Quite often the game will task you with careful platforming ill-suited for the lack of split-screen, and there are several aggravating sections where our duo must balance on a bubble floating through the air. With two players present, these bubble riding segments are even worse as one player will need to precariously balance on the other’s shoulders. When the game then asks you to ride a bubble to the very top of a tall chasm without falling off (meaning you’d have to start all over again), it doesn’t take much to imagine the broken controllers that would be lying in the wake of some angry teenager who didn’t know what he was getting himself into!
Not all Earthlings roam around in the open either, so players will often need to search interactive pieces of scenery like palm trees and manhole covers in order to flush them out. Sometimes a present or a food item will fly out, and other times you’ll reveal harmful junk like a trash can or car tyre that will sap your health if you make contact with it. Dodging flying garbage is a bizarre slice of gameplay to be sure, but again it only gets worse in 2-player where there are twice as many alien heads that need to scramble out of the way.
Lives gets lost more easily because of this, and since two players will share lives and other power-ups, the game starts to get quite difficult. There are activities that allow players to score bonus points in the hope of earning a 1-up, but again, some of these don’t work very well with two players. The “fungus olympics” mini game is a nightmare to control under these conditions, and other activities like the rhythm sessions or hyperfunk zones only allow a single player to take part at all. This reminds me of when I looked back at Three Dirty Dwarves — another game that couldn’t always to live up to its multiplayer promise.

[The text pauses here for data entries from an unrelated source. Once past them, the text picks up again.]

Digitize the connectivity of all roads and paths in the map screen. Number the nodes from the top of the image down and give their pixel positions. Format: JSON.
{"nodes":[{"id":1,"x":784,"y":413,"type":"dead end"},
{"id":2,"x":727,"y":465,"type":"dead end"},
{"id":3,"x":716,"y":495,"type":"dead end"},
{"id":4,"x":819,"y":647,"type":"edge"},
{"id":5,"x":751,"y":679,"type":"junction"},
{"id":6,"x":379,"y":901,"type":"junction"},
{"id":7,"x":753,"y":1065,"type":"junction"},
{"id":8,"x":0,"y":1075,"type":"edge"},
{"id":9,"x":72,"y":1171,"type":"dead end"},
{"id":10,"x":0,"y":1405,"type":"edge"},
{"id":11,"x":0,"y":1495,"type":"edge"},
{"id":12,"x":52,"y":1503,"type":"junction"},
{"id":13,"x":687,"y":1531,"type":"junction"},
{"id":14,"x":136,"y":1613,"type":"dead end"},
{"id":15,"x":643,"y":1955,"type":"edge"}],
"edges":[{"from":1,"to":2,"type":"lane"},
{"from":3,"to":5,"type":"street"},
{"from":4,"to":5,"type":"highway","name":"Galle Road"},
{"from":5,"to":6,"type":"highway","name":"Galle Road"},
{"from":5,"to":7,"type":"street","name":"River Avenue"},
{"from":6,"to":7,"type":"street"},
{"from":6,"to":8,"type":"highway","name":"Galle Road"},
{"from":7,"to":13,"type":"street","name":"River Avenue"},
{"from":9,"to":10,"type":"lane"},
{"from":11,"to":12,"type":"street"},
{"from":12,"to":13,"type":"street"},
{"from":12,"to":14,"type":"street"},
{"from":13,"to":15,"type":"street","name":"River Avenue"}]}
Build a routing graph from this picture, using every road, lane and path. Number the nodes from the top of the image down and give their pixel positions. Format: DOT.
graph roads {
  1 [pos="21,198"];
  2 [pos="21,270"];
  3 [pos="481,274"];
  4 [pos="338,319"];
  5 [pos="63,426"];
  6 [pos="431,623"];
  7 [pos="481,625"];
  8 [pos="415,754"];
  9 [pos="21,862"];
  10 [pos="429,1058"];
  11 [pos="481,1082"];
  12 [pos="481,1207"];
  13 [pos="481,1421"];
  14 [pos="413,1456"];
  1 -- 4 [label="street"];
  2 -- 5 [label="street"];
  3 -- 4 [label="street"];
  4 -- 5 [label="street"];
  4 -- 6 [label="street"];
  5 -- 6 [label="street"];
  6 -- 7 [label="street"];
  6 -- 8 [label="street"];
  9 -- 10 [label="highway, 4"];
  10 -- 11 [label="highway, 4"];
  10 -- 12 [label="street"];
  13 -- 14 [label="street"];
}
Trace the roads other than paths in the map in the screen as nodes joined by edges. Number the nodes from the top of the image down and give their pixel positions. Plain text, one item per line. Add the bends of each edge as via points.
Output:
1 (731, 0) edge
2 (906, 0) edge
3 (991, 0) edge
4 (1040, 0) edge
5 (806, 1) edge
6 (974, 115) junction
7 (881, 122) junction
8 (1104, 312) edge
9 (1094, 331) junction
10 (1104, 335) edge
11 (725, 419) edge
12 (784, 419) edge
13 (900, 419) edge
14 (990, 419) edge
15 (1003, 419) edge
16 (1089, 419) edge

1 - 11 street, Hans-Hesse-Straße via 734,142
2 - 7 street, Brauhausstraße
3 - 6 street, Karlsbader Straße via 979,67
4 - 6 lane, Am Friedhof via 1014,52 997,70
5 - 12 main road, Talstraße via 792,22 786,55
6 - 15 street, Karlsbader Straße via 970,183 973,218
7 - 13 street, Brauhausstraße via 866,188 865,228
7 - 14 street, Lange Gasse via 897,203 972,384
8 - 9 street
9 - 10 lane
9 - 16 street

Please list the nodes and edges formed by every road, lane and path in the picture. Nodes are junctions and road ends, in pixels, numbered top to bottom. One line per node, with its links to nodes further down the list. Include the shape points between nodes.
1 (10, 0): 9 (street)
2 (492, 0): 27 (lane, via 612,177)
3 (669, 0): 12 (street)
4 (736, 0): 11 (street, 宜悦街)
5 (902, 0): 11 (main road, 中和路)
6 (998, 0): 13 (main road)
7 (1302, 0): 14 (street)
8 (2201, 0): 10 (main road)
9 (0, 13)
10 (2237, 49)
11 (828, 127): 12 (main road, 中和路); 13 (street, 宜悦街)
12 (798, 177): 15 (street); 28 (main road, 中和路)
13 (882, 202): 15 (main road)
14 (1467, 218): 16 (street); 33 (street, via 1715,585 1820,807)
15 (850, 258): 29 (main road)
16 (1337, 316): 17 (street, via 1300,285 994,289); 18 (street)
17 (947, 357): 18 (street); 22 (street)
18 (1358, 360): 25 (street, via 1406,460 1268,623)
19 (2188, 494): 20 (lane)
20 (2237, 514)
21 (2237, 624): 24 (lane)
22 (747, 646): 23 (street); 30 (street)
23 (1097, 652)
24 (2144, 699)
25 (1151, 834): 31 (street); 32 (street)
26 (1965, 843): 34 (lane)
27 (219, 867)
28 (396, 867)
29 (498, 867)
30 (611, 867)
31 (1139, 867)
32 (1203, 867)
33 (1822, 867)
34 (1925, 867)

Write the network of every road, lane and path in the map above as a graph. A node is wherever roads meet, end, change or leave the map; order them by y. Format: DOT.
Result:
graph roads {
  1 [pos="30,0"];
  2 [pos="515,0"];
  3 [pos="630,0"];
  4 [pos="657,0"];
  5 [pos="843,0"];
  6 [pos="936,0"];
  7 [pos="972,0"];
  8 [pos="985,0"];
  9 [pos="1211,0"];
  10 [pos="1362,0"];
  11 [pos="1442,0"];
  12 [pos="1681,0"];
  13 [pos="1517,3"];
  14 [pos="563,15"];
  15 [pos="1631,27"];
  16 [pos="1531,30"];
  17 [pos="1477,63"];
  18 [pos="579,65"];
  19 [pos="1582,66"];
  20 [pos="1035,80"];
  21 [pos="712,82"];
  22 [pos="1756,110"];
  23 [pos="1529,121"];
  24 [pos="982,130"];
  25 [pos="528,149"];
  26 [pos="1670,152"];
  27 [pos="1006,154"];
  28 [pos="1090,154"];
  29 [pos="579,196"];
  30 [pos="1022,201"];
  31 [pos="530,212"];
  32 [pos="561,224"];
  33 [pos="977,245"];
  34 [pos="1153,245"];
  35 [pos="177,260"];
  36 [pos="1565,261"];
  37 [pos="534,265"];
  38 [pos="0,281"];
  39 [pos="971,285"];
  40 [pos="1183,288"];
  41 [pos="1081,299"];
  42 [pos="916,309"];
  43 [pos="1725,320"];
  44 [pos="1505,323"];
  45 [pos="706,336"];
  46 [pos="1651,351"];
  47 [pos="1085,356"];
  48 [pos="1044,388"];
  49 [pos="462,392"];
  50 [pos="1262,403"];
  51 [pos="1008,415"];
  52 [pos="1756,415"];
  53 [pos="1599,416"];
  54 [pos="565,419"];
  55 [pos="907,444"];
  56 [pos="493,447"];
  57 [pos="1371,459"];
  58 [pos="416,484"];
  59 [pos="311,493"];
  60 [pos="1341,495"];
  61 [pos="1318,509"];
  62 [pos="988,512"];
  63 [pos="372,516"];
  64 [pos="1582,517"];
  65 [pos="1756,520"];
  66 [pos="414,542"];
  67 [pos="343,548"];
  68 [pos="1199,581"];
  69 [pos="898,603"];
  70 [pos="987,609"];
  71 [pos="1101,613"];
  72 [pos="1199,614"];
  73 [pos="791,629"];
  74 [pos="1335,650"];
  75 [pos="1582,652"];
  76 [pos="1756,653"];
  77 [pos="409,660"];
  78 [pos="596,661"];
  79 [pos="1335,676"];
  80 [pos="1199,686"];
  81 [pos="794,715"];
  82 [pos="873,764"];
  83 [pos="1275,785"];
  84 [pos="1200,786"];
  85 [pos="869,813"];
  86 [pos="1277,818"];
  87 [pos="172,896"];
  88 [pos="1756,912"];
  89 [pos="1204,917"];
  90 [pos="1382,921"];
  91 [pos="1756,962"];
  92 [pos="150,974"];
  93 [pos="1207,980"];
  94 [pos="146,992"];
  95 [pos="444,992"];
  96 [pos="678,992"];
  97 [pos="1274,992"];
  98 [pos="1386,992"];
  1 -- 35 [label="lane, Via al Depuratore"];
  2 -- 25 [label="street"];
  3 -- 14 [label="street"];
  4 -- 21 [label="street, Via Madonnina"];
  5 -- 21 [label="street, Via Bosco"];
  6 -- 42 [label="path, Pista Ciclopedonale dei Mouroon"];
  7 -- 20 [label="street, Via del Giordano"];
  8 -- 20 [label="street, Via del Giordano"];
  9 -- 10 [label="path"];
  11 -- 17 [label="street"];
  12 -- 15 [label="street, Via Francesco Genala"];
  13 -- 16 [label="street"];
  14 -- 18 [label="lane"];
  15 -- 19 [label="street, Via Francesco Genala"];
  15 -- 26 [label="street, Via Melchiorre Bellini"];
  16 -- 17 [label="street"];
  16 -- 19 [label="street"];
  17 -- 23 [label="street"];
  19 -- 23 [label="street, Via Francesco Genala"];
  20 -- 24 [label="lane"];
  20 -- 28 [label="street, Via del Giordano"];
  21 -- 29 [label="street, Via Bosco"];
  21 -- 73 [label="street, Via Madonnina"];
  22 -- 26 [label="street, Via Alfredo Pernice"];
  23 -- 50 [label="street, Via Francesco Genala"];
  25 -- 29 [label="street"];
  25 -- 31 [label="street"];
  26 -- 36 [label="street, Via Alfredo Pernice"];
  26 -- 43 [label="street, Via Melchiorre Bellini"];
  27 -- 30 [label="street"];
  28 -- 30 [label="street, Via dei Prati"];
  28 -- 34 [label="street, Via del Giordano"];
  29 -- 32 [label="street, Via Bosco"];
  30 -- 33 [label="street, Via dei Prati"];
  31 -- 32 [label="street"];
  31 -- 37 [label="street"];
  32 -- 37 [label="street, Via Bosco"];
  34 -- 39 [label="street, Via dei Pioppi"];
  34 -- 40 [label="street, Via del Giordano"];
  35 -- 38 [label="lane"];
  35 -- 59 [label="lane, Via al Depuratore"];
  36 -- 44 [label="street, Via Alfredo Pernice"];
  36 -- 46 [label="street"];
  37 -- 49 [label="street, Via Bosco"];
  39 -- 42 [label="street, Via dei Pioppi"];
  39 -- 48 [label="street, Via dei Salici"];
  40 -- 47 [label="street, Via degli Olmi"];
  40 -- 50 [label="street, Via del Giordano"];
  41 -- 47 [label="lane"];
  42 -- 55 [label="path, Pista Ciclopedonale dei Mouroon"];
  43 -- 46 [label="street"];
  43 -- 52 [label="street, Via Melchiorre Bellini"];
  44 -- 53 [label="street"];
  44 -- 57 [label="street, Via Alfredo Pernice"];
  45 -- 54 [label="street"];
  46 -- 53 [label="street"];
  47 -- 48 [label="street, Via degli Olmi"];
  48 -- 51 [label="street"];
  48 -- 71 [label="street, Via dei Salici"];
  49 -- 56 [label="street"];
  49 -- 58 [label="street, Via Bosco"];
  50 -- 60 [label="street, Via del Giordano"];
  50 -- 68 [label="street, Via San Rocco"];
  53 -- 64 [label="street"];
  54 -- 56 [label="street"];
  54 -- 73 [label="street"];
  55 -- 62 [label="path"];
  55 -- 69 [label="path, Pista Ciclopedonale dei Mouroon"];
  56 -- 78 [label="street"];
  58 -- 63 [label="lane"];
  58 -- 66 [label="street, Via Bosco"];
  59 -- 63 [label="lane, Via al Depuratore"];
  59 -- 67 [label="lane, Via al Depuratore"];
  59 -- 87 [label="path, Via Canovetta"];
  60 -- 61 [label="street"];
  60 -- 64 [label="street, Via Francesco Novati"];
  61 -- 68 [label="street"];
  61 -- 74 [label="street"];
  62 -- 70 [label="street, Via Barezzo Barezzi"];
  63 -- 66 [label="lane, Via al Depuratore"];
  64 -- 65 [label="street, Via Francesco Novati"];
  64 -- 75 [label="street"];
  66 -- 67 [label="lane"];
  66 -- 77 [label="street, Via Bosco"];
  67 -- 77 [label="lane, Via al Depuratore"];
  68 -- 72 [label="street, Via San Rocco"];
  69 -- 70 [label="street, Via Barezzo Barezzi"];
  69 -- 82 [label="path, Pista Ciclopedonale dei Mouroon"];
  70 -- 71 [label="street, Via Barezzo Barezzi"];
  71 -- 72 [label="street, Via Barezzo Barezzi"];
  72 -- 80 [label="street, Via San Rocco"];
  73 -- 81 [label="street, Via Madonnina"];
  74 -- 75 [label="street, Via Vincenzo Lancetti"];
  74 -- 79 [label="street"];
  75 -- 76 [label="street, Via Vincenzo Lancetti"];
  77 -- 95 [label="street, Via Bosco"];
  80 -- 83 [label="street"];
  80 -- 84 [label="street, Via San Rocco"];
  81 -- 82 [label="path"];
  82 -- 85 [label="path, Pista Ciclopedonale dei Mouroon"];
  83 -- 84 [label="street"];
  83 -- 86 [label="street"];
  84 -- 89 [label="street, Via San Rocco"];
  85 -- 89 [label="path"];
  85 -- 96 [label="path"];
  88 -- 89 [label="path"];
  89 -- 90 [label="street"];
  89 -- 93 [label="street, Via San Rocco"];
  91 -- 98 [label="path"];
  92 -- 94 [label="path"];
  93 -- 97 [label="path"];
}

And we haven’t even got to the worst problem yet; what is perhaps the “ultimate platforming game sin” of not showing the next platform that the player is expected to jump to. Panic on Funktron isn’t the first video game to commit this sin by any stretch, but it’s a consistent problem throughout, and a problem that is once again exacerbated when you have two players expected to make such leaps of faith simultaneously. Sometimes you’ll be forced to land on a burning floor and watch your health bleed away unfairly. Other times the platforms you need to jump to are literally invisible by design!
Quite a lot of gameplay revolves around this odd design choice of having things appear from out of nowhere. Power-ups and presents like to randomly pop up as you explore; hidden warp gates only show up if you Funk Scan them first; and you’ll often encounter interactive buttons that result in unpredictable effects if pressed. These gripes can easily be endured, but they can create sessions that feel frustrating to play.
In the end though, I still think Toejam & Earl in Panic On Funkotron is a worthy sequel. There are lots of secrets to find in this game; you could Funk Scan every square inch of the levels looking for secret doors and you’ll usually be rewarded. There are diverse moments of outer space platforming, swimming and sleuthing, and it’s all backed by lovely visuals and even the odd romance angle!
This kind of stuff is what allows this sequel to look its best. It’s still a game with substance and feeling, even if it doesn’t always show in the moment by moment action.